The next image is also of Mt. Rainier but taken from about 130 miles / 209215 meters away over the Strait of Juan de Fuca by djboptics from Cadboro Bay (circa 48.454580°N 123.286889°W).

 Mt. Rainier, by @djboptics
By scaling the images and matching them up as best we can (the Cadboro Bay image is about 9° further counter-clockwise around Rainier than the Lake Washington image) we can see that a substantial fraction of the mountain is missing! Is the alignment exactly perfect? No -- but the major features are well aligned vertically and horizontally. And this matches the scale expected from the angular size calculations below.

 Mount Rainier viewed from 55 miles vs 130 miles - scaled overlay

It is very plain to see the effect of Earth curvature here on the apparent height of the mountain.

You don't need any math or training to see that half the mountain has gone missing and it's not from the effects of perspective or else the top of the mountain would be smaller in proportion as well.

But let's do a little math anyway and see if we can make sense of these observations!

### To the Math!

In order to size up these two views of the mountain I'll need to know a few things.

First, what does MSL mean when we say the mountain is 14,410 feet "Above Mean Sea Level"? And what is our basis for MSL at each location. Mean Sea Level is simply the elevation which we believe a static ocean would form by carefully removing the effects of tides, winds, and other external factors. This is the elevation which we agree to call zero, and since common elevations are given in relation to this value we need to understand what this zero value means before we use it improperly.

The basis we're going to start with here is the Earth Ellipsoid model as defined by WGS84. The WGS 84 datum surface is an oblate spheroid (ellipsoid) with major equatorial radius a = 6378137 m and flattening f = 1/298.257223563. From these two values we can get the ellipsoidal radius of curvature for each of our latitude points, this is where our zero value lies. When we are looking over larger distances we have to take into account the fact that our zero point is NOT uniform over that distance. Indeed, we will find there is a significant change in the zero elevation over this distance, so this ellipsoidal shape must be taken into account to get accurate measurements of distant objects.

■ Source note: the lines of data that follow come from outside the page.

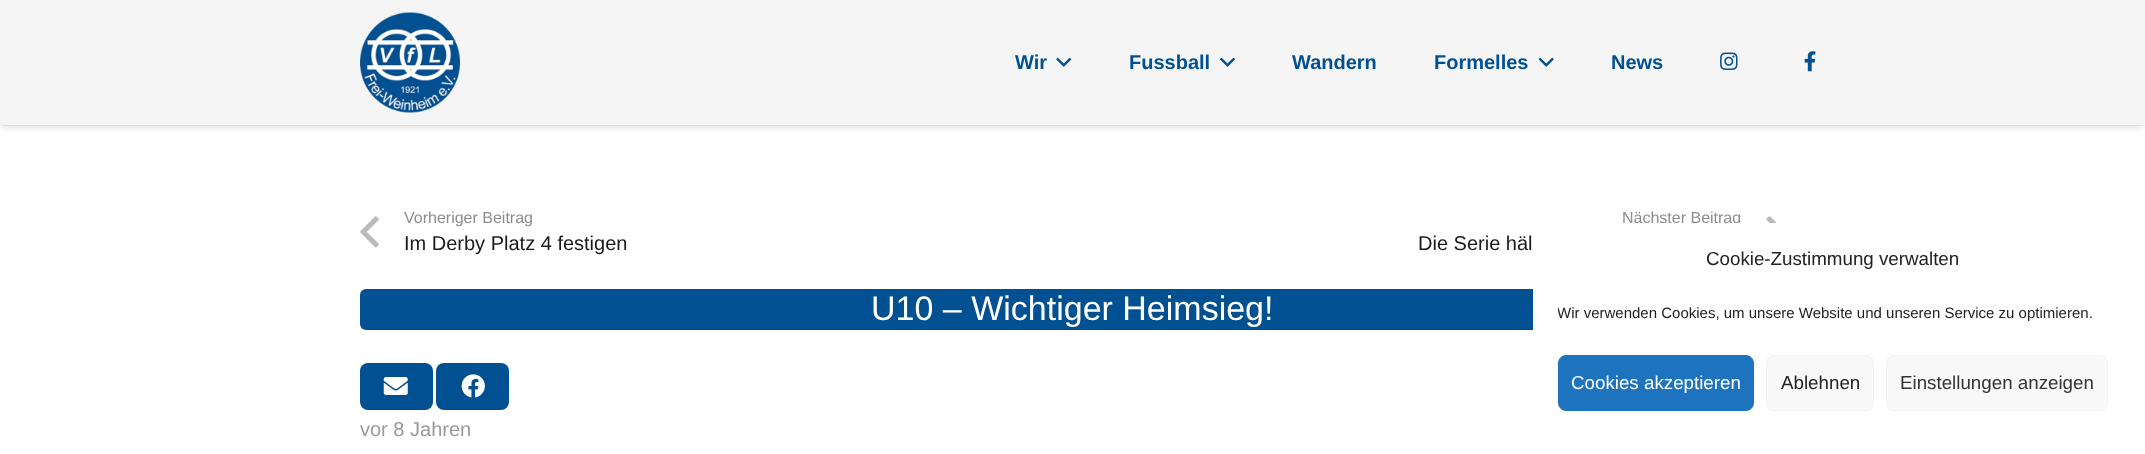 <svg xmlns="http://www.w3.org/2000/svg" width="2145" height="454">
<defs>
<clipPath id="clip1"><rect x="1558" y="301" width="550" height="29"/></clipPath>
</defs>
<rect width="100%" height="100%" fill="#fff"/>
<rect x="1" y="4" width="2143" height="122" fill="#0000000d" filter="blur(0.5px)"/>
<rect x="1" y="5" width="2143" height="123" fill="#0000001a" filter="blur(3px)"/>
<rect width="2145" height="125" fill="#f5f5f5"/>
<image x="360" y="12" width="100" height="101" href="media/1.png"/>
<text x="1015" y="69" style="font-family:Liberation Sans;font-size:20px;font-weight:bold;fill:#015092">Wir</text>
<image x="1056" y="57" width="16" height="10" href="media/2.png"/>
<text x="1129" y="69" style="font-family:Liberation Sans;font-size:20px;font-weight:bold;fill:#015092">Fussball</text>
<image x="1220" y="57" width="15" height="10" href="media/3.png"/>
<text x="1292" y="69" style="font-family:Liberation Sans;font-size:20px;font-weight:bold;fill:#015092">Wandern</text>
<text x="1434" y="69" style="font-family:Liberation Sans;font-size:20px;font-weight:bold;fill:#015092">Formelles</text>
<image x="1538" y="57" width="16" height="10" href="media/4.png"/>
<text x="1611" y="69" style="font-family:Liberation Sans;font-size:20px;font-weight:bold;fill:#015092">News</text>
<image x="1720" y="52" width="18" height="18" href="media/5.png"/>
<image x="1804" y="51" width="12" height="21" href="media/6.png"/>
<image x="360" y="216" width="19" height="32" href="media/7.png"/>
<text x="404" y="223" style="font-family:Liberation Sans;font-size:16px;fill:#8d8d8d">Vorheriger Beitrag</text>
<text x="404" y="250" style="font-family:Liberation Sans;font-size:20px;fill:#1a1a1a">Im Derby Platz 4 festigen</text>
<text x="1622" y="223" style="font-family:Liberation Sans;font-size:16px;fill:#8d8d8d">Nächster Beitrag</text>
<image x="1766" y="216" width="11" height="7" href="media/8.png"/>
<text x="1418" y="250" style="font-family:Liberation Sans;font-size:20px;fill:#1a1a1a">Die Serie häl</text>
<rect x="360" y="289" width="1425" height="41" rx="6" fill="#015092"/>
<text x="871" y="320" style="font-family:Liberation Sans;font-size:34px;fill:#fff">U10 – Wichtiger Heimsieg!</text>
<rect x="360" y="363" width="73" height="47" rx="8" fill="#015092"/>
<image x="383" y="377" width="25" height="18" href="media/9.png"/>
<rect x="436" y="363" width="73" height="47" rx="8" fill="#015092"/>
<image x="461" y="374" width="24" height="24" href="media/10.png"/>
<text x="360" y="436" style="font-family:Liberation Sans;font-size:20px;fill:#999">vor 8 Jahren</text>
<rect x="1533" y="223" width="600" height="220" rx="15" fill="#fff"/>
<text x="1706" y="265" style="font-family:Liberation Sans;font-size:18.75px;fill:#222">Cookie-Zustimmung verwalten</text>
<g clip-path="url(#clip1)">
<text x="1557" y="318" style="font-family:Liberation Sans;font-size:15px;fill:#222">Wir verwenden Cookies, um unsere Website und unseren Service zu optimieren.</text>
</g>
<rect x="1558.5" y="355.5" width="195" height="55" rx="7.5" fill="#1e73be" stroke="#1e73be"/>
<text x="1571" y="389" style="font-family:Liberation Sans;font-size:18.75px;fill:#fff">Cookies akzeptieren</text>
<rect x="1766.5" y="355.5" width="107" height="55" rx="7.5" fill="#f9f9f9" stroke="#f2f2f2"/>
<text x="1781" y="389" style="font-family:Liberation Sans;font-size:18.75px;fill:#222">Ablehnen</text>
<rect x="1886.5" y="355.5" width="221" height="55" rx="7.5" fill="#f9f9f9" stroke="#f2f2f2"/>
<text x="1900" y="389" style="font-family:Liberation Sans;font-size:18.75px;fill:#333">Einstellungen anzeigen</text>
</svg> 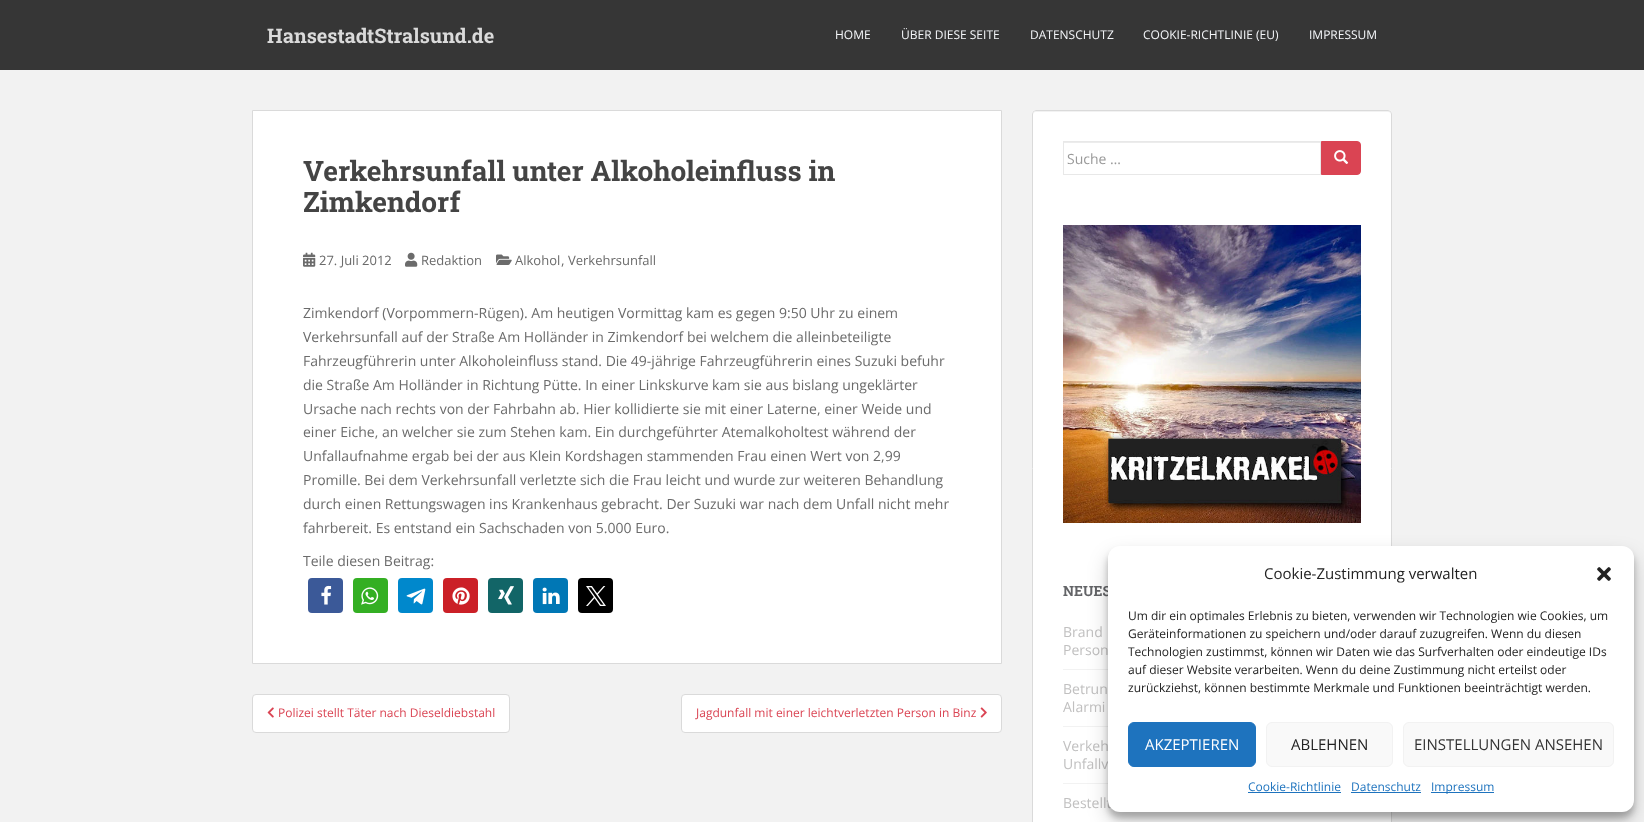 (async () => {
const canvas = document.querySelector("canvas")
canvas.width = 1644
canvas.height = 822
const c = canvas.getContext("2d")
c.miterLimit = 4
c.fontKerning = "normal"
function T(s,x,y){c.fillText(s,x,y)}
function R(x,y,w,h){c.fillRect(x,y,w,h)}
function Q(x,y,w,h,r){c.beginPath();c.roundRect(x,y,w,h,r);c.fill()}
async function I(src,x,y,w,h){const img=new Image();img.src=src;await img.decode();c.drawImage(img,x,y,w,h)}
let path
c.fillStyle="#f2f2f2"
R(0,0,1644,822)
c.fillStyle="#363636"
R(0,0,1644,70)
c.font="bold 20px Roboto Slab"
c.fillStyle="#dadada"
T("HansestadtStralsund.de",267,43)
c.font="12px Open Sans"
c.fillStyle="#f5f7fa"
T("HOME",835,39)
T("ÜBER DIESE SEITE",901,39)
T("DATENSCHUTZ",1030,39)
T("COOKIE-RICHTLINIE (EU)",1143,39)
T("IMPRESSUM",1309,39)
c.fillStyle="#fff"
c.beginPath()
c.rect(252.5,110.5,749,553)
c.fill()
c.strokeStyle="#dadada"
c.stroke()
c.font="bold 28px Roboto Slab"
c.fillStyle="#444"
T("Verkehrsunfall unter Alkoholeinfluss in",303,181)
T("Zimkendorf",303,212)
await I("1.png",303,252,13,15)
c.font="13px Open Sans"
c.fillStyle="#6b6b6b"
T("27. Juli 2012",319,265)
await I("2.png",405,252,13,15)
T("Redaktion",421,265)
await I("3.png",496,254,16,11)
T("Alkohol",515,265)
c.font="14px Open Sans"
T(",",561,265)
c.font="13px Open Sans"
T("Verkehrsunfall",568,265)
c.font="14px Open Sans"
T("Zimkendorf (Vorpommern-Rügen). Am heutigen Vormittag kam es gegen 9:50 Uhr zu einem",303,318)
T("Verkehrsunfall auf der Straße Am Holländer in Zimkendorf bei welchem die alleinbeteiligte",303,342)
T("Fahrzeugführerin unter Alkoholeinfluss stand. Die 49-jährige Fahrzeugführerin eines Suzuki befuhr",303,366)
T("die Straße Am Holländer in Richtung Pütte. In einer Linkskurve kam sie aus bislang ungeklärter",303,390)
T("Ursache nach rechts von der Fahrbahn ab. Hier kollidierte sie mit einer Laterne, einer Weide und",303,414)
T("einer Eiche, an welcher sie zum Stehen kam. Ein durchgeführter Atemalkoholtest während der",303,437)
T("Unfallaufnahme ergab bei der aus Klein Kordshagen stammenden Frau einen Wert von 2,99",303,461)
T("Promille. Bei dem Verkehrsunfall verletzte sich die Frau leicht und wurde zur weiteren Behandlung",303,485)
T("durch einen Rettungswagen ins Krankenhaus gebracht. Der Suzuki war nach dem Unfall nicht mehr",303,509)
T("fahrbereit. Es entstand ein Sachschaden von 5.000 Euro.",303,533)
T("Teile diesen Beitrag:",303,566)
c.fillStyle="#3b5998"
Q(308,578,35,35,4)
await I("4.png",321,585,11,20)
c.fillStyle="#34af23"
Q(353,578,35,35,4)
await I("5.png",361,587,18,18)
c.fillStyle="#08c"
Q(398,578,35,35,4)
await I("6.png",406,588,20,17)
c.fillStyle="#cb2027"
Q(443,578,35,35,4)
await I("7.png",452,587,18,18)
c.fillStyle="#126567"
Q(488,578,35,35,4)
await I("8.png",498,586,16,19)
c.fillStyle="#0077b5"
Q(533,578,35,35,4)
await I("9.png",542,587,18,18)
c.fillStyle="#000"
Q(578,578,35,35,4)
await I("10.png",586,586,20,20)
c.fillStyle="#fff"
c.beginPath()
c.roundRect(252.5,694.5,257,38,3.5)
c.fill()
c.stroke()
await I("11.png",267,707,7,11)
c.font="12px Open Sans"
c.fillStyle="#da4453"
T("Polizei stellt Täter nach Dieseldiebstahl",278,717)
c.fillStyle="#fff"
c.beginPath()
c.roundRect(681.5,694.5,320,38,3.5)
c.fill()
c.stroke()
c.fillStyle="#da4453"
T("Jagdunfall mit einer leichtverletzten Person in Binz",696,717)
await I("12.png",980,707,7,11)
c.fillStyle="#fff"
Q(1032,110,360,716,4)
c.fillStyle="#f2f2f2"
path = new Path2D("M1036 112h352c2 0 3 1 3 3c0-2-1-4-3-4h-352l-2 1l-1 3c0-2 1-3 3-3z")
c.fill(path)
c.beginPath()
c.roundRect(1032.5,110.5,359,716,3.5)
c.stroke()
c.fillStyle="#ececec"
R(1064,142,256,1)
c.strokeStyle="#e8e8e8"
c.strokeRect(1063.5,141.5,257,33)
c.font="14px Open Sans"
c.fillStyle="#999"
T("Suche …",1067,164)
c.fillStyle="#da4453"
c.beginPath()
c.roundRect(1321.5,141.5,39,33,[0,3.5,3.5,0])
c.fill()
c.strokeStyle="#da4453"
c.stroke()
await I("13.png",1334,150,15,14)
await I("14.png",1063,225,298,298)
c.font="bold 14px Roboto Slab"
c.fillStyle="#636467"
T("NEUES",1063,596)
c.fillStyle="#f2f2f2"
R(1063,669,45,1)
c.font="14px Open Sans"
c.fillStyle="#c1c0c0"
T("Brand",1063,637)
T("Person",1063,655)
c.fillStyle="#f2f2f2"
R(1063,726,45,1)
c.fillStyle="#c1c0c0"
T("Betrun",1063,694)
T("Alarmi",1063,712)
c.fillStyle="#f2f2f2"
R(1063,783,45,1)
c.fillStyle="#c1c0c0"
T("Verkeh",1063,751)
T("Unfallv",1063,769)
T("Bestellt",1063,808)
c.fillStyle="#0000003b"
c.filter="blur(3px)"
c.beginPath()
c.roundRect(1108,552,526,266,12)
c.fill()
c.filter="none"
c.fillStyle="#00000030"
c.filter="blur(10px)"
c.beginPath()
c.roundRect(1108,556,526,266,12)
c.fill()
c.filter="none"
c.fillStyle="#fff"
Q(1108,546,526,266,12)
c.font="15px Open Sans"
c.fillStyle="#222"
T("Cookie-Zustimmung verwalten",1264,579)
await I("15.png",1597,567,14,14)
c.font="12px Open Sans"
T("Um dir ein optimales Erlebnis zu bieten, verwenden wir Technologien wie Cookies, um",1128,620)
T("Geräteinformationen zu speichern und/oder darauf zuzugreifen. Wenn du diesen",1128,638)
T("Technologien zustimmst, können wir Daten wie das Surfverhalten oder eindeutige IDs",1128,656)
T("auf dieser Website verarbeiten. Wenn du deine Zustimmung nicht erteilst oder",1128,674)
T("zurückziehst, können bestimmte Merkmale und Funktionen beeinträchtigt werden.",1128,692)
c.fillStyle="#1e73be"
c.beginPath()
c.roundRect(1128.5,722.5,127,44,5.5)
c.fill()
c.strokeStyle="#1e73be"
c.stroke()
c.font="15px Open Sans"
c.fillStyle="#fff"
T("AKZEPTIEREN",1145,750)
c.fillStyle="#f9f9f9"
c.beginPath()
c.roundRect(1266.5,722.5,126,44,5.5)
c.fill()
c.strokeStyle="#f2f2f2"
c.stroke()
c.fillStyle="#222"
T("ABLEHNEN",1291,750)
c.fillStyle="#f9f9f9"
c.beginPath()
c.roundRect(1403.5,722.5,210,44,5.5)
c.fill()
c.stroke()
c.fillStyle="#333"
T("EINSTELLUNGEN ANSEHEN",1414,750)
c.font="12px Open Sans"
c.fillStyle="#1e73be"
T("Cookie-Richtlinie",1248,791)
R(1248,792,93,1)
T("Datenschutz",1351,791)
R(1351,792,70,1)
R(1431,792,63,1)
T("Impressum",1431,791)
})()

We can use the equation below to find our approx radius of curvature given our latitude $$\theta$$.
$a(1 - f + sin^2 \theta)$
Mt. Rainier is located at 46.852305°N which gives a radius of 6366753.797 m.
Lake Washington view was located around 47.604669°N which gives us a radius of 6366473.847 m.
And our last observation was around 48.454580°N which gives us a radius of 6366158.416 m.

So the radius at Lake Washington was 279.95 meters lower than at Mt. Rainier itself, this is because Mt. Rainier lies South of our location and the Earth is getting wider and wider as we move towards the Equator. And the radius at our Northern-most point was 595.38 meters lower.

So we will need to take these into account when we estimate our view of the mountain.

The next equation that is needed is to find the angular size of a distant object. This is pretty straight-forward but might seem a little confusing at first - this is based on finding the angle of a right-triangle since we know (roughly) the distance and the height of the distant object. The equation for angular size is:

$\text{AngularSize} = 2 \arctan \left( \frac{1}{2} \frac{\text{ObjectSize}}{\text{Distance}} \right)$
So we take one-half the size of the object and divide that by the distance, and then double that one-half angle result to get our full angle. The inner part $$\frac{ObjectSize}{Distance}$$ just gives us a Slope and then the $$\arctan$$ function converts that into an angle. That's all that is going on. For example, a slope of 1 equals 45°.

### Wait, we're on a Globe and the distance is the Great Circle Distance

One possible challenge here is that our ground distance is not over a flat surface. Since we're only talking about 130 miles here let's take a quick estimate based on a circle using the half-sin rule, where R is the radius at our midpoint, arc length s is our 130 miles and we want to find a, chord length:

$s = R \times \theta \label{l1}$ $a = R \times 2 \times \sin \left(\frac{\theta}{2}\right)$
Solve equation $$\eqref{l1}$$ for $$\theta = \frac{s}{R}$$ and substitute that in:

$a = R \times 2 \times \sin \left(\frac{1}{2} \frac{s}{R}\right)$
That gives us:

$a = 6366473.847 \times 2 \times \sin \left(\frac{1}{2}\frac{209215}{6366473.847}\right) = 209205.586\,\text{meters} = 129.994\,\text{miles}$
Well, that was pointless. At least we know that 130 miles is a VERY TINY chord on the total curvature of the Earth and our estimated location is probably wrong by more than .006 miles so we can say that our measurement error here is greater than the actual difference so we can ignore this. However, as you move further away this would increasingly become more significant.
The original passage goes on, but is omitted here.